Microarray analysis confirms the specificity of a Chlamydomonas reinhardtii chloroplast RNA stability mutant.

The expression of chloroplast and mitochondrial genes depends on nucleus-encoded proteins, some of which control processing, stability, and/or translation of organellar RNAs. To test the specificity of one such RNA stability factor, we used two known Chlamydomonas reinhardtii nonphotosynthetic mutants carrying mutations in the Mcd1 nuclear gene (mcd1-1 and mcd1-2). We previously reported that these mutants fail to accumulate the chloroplast petD mRNA and its product, subunit IV of the cytochrome b6/f complex, which is essential for photosynthesis. Such mutants are generally presumed to be gene specific but are not tested rigorously.
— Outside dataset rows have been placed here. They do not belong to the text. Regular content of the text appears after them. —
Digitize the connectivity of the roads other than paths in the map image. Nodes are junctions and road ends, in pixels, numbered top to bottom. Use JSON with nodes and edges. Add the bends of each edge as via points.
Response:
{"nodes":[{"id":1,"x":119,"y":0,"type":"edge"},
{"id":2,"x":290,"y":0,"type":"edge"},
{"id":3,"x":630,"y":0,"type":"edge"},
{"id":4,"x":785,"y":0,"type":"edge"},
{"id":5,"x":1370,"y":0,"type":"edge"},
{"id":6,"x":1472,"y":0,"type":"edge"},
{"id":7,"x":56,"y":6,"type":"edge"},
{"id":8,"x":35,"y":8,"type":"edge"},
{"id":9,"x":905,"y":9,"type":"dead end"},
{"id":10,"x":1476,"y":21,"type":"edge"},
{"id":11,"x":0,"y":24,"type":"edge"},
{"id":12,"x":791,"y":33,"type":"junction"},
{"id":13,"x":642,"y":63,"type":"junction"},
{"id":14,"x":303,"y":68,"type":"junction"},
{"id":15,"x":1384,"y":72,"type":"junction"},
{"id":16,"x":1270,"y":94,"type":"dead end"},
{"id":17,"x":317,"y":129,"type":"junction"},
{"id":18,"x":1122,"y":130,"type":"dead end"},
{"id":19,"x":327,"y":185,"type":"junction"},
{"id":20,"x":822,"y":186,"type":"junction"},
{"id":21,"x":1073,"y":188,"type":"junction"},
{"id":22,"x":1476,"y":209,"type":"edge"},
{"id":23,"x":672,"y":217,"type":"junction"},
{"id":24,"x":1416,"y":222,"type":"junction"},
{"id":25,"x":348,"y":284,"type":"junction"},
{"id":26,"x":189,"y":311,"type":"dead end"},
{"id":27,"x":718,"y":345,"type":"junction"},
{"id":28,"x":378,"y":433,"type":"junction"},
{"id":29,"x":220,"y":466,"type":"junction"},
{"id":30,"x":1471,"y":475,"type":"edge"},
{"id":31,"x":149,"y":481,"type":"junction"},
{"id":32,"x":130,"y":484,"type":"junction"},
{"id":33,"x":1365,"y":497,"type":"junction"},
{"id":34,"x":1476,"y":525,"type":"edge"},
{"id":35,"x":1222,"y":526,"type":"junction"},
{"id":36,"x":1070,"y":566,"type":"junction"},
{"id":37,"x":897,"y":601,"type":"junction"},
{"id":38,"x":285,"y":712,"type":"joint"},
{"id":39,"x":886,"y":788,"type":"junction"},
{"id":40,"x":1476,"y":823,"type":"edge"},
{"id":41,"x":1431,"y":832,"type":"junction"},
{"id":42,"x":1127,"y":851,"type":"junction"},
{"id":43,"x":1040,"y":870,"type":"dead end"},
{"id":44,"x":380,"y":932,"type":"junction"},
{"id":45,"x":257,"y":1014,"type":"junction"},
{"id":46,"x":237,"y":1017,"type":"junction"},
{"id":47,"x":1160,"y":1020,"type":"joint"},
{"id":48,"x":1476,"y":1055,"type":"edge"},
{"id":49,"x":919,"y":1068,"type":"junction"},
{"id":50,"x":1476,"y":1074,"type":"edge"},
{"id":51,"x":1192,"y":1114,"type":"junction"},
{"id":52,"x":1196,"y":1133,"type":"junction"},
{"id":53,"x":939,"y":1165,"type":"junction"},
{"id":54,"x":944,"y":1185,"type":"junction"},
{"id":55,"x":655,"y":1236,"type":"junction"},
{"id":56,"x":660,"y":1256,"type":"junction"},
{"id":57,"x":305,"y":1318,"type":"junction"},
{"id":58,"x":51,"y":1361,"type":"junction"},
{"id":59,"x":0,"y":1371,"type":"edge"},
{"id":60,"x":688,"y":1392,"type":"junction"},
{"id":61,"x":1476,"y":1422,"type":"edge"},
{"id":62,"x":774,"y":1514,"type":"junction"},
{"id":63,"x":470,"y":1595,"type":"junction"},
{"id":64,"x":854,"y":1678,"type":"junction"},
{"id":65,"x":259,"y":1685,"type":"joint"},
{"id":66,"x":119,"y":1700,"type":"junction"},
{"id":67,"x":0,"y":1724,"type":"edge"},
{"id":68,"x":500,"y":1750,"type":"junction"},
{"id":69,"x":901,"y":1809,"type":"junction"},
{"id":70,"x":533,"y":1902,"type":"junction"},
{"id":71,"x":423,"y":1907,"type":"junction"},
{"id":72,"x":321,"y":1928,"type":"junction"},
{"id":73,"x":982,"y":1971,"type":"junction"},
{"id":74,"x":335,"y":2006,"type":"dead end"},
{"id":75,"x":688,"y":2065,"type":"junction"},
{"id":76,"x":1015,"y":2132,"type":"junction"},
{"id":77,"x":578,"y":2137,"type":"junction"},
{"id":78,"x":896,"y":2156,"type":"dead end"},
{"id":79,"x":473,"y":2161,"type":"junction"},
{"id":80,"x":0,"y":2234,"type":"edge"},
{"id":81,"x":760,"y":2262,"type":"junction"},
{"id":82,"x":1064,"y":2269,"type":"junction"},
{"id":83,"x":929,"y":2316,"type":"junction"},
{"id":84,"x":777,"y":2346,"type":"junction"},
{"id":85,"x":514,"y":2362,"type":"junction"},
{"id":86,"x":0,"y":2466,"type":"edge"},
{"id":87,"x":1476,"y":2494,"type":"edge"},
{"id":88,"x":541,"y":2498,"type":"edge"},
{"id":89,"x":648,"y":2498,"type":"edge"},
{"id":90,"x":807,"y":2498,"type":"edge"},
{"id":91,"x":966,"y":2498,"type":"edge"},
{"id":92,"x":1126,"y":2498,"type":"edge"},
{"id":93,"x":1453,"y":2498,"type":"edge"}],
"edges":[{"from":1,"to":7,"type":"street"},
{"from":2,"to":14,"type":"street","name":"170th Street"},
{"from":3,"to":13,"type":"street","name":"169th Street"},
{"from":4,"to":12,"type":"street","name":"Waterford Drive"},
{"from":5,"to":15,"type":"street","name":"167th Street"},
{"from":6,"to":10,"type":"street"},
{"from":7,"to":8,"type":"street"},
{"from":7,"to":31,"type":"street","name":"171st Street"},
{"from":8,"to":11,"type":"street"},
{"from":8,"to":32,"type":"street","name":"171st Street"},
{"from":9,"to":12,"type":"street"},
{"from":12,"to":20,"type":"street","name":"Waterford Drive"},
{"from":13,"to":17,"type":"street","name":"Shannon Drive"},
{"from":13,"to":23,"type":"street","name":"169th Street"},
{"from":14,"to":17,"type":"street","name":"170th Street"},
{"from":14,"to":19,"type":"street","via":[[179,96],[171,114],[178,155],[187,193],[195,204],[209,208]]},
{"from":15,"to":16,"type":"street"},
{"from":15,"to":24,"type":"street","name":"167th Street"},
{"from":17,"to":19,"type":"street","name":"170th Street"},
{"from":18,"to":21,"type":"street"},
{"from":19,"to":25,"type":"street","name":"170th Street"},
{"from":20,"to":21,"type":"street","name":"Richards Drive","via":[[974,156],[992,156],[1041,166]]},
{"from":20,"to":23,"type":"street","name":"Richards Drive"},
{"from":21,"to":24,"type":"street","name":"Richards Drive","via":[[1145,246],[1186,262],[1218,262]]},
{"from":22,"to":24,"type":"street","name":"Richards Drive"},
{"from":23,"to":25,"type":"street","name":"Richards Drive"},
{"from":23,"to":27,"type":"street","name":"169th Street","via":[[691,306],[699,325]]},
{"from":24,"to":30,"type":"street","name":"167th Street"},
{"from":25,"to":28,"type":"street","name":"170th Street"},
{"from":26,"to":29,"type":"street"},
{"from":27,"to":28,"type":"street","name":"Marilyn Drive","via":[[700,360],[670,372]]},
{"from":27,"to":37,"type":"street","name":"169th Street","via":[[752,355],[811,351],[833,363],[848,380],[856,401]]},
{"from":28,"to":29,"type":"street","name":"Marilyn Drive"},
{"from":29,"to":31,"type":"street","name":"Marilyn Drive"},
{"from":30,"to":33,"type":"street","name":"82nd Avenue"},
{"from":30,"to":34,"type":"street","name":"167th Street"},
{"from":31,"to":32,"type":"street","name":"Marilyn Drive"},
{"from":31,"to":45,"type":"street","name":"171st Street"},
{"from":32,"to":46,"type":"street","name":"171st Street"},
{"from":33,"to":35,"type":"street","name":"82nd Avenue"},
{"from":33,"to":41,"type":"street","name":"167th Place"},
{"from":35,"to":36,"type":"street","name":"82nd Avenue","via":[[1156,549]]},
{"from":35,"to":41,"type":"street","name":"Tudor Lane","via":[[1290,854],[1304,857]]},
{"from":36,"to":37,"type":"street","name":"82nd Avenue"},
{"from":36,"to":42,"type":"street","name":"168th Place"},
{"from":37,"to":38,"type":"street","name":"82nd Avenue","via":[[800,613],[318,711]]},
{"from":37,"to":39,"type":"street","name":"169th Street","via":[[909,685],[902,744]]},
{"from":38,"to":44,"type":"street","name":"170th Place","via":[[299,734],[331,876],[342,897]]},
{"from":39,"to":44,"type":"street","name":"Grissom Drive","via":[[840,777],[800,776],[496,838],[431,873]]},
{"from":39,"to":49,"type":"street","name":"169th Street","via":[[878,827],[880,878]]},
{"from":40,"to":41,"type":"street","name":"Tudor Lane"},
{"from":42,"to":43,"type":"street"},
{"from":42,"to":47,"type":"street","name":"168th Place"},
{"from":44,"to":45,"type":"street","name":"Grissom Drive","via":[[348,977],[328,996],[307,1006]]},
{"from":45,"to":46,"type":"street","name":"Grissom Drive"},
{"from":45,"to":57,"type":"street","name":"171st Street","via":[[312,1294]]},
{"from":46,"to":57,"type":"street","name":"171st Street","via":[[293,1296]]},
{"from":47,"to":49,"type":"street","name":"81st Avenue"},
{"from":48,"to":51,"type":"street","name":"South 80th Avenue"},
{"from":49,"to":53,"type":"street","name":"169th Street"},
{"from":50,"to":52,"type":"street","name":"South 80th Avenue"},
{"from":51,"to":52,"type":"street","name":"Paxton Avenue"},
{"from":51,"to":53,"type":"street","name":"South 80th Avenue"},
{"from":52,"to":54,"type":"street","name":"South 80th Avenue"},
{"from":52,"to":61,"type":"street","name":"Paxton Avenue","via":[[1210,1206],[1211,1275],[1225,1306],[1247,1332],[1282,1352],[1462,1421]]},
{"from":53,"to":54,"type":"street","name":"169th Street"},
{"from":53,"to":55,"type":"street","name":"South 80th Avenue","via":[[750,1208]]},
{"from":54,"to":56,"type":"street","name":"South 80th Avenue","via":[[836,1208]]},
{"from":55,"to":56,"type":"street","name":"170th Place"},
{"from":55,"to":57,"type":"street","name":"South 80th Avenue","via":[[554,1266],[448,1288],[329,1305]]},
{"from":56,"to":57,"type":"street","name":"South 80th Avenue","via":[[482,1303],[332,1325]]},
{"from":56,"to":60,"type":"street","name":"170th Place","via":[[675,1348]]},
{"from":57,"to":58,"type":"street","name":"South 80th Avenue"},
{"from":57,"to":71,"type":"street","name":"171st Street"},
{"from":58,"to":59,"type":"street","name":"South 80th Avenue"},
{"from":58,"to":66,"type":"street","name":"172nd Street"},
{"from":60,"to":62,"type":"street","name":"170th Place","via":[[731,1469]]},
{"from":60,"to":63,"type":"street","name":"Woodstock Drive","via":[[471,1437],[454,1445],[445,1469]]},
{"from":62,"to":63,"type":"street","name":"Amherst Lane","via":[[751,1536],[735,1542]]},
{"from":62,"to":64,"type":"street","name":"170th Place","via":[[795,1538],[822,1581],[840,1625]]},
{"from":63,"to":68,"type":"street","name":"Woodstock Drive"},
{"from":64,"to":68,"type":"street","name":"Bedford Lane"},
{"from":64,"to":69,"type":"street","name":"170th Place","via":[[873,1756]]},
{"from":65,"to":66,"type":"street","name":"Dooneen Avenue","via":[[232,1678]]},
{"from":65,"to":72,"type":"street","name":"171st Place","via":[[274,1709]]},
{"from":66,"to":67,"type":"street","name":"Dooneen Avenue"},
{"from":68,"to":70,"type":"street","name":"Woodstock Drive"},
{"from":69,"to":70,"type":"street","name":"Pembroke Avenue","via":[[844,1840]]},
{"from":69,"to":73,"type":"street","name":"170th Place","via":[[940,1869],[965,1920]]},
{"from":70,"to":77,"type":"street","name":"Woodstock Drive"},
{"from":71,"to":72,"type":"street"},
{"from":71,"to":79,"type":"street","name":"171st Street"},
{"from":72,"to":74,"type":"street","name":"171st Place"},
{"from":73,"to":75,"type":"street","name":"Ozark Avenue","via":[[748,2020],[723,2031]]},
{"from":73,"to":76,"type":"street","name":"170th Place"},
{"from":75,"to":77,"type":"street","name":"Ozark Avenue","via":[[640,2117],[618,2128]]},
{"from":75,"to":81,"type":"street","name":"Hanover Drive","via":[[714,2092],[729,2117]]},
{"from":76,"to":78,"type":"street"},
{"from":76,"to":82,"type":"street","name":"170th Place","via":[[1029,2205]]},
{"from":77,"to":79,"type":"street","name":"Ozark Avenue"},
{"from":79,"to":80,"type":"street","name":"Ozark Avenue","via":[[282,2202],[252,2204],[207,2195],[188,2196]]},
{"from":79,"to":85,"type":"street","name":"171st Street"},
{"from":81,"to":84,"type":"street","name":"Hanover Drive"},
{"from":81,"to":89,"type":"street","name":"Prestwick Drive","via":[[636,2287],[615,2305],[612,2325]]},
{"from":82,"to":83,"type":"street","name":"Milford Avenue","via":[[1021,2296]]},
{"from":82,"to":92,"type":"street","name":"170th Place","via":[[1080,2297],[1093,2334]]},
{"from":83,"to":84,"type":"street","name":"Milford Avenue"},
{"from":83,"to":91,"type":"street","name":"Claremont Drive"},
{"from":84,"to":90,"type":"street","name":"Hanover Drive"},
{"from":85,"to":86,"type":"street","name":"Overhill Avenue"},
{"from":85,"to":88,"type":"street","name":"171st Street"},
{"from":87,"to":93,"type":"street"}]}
Here, we have used microarray analysis to assess changes in chloroplast, mitochondrial, and nuclear RNAs, and since few other RNAs were significantly altered in these mutants, conclude that Mcd1 is indeed specifically required for petD mRNA accumulation. In addition, a new unlinked nuclear mutation was discovered in mcd1-2, which greatly reduced chloroplast atpA mRNA accumulation. Genetic analyses showed failure to complement mda1-ncc1, where atpA-containing transcripts are similarly affected (D. Drapier, J. Girard-Bascou, D.B. Stern, F.-A. Wollman [2002] Plant J 31: 687-697), and we have named this putative new allele mda1-2. We conclude that DNA microarrays are efficient and useful for characterizing the specificity of organellar RNA accumulation mutants.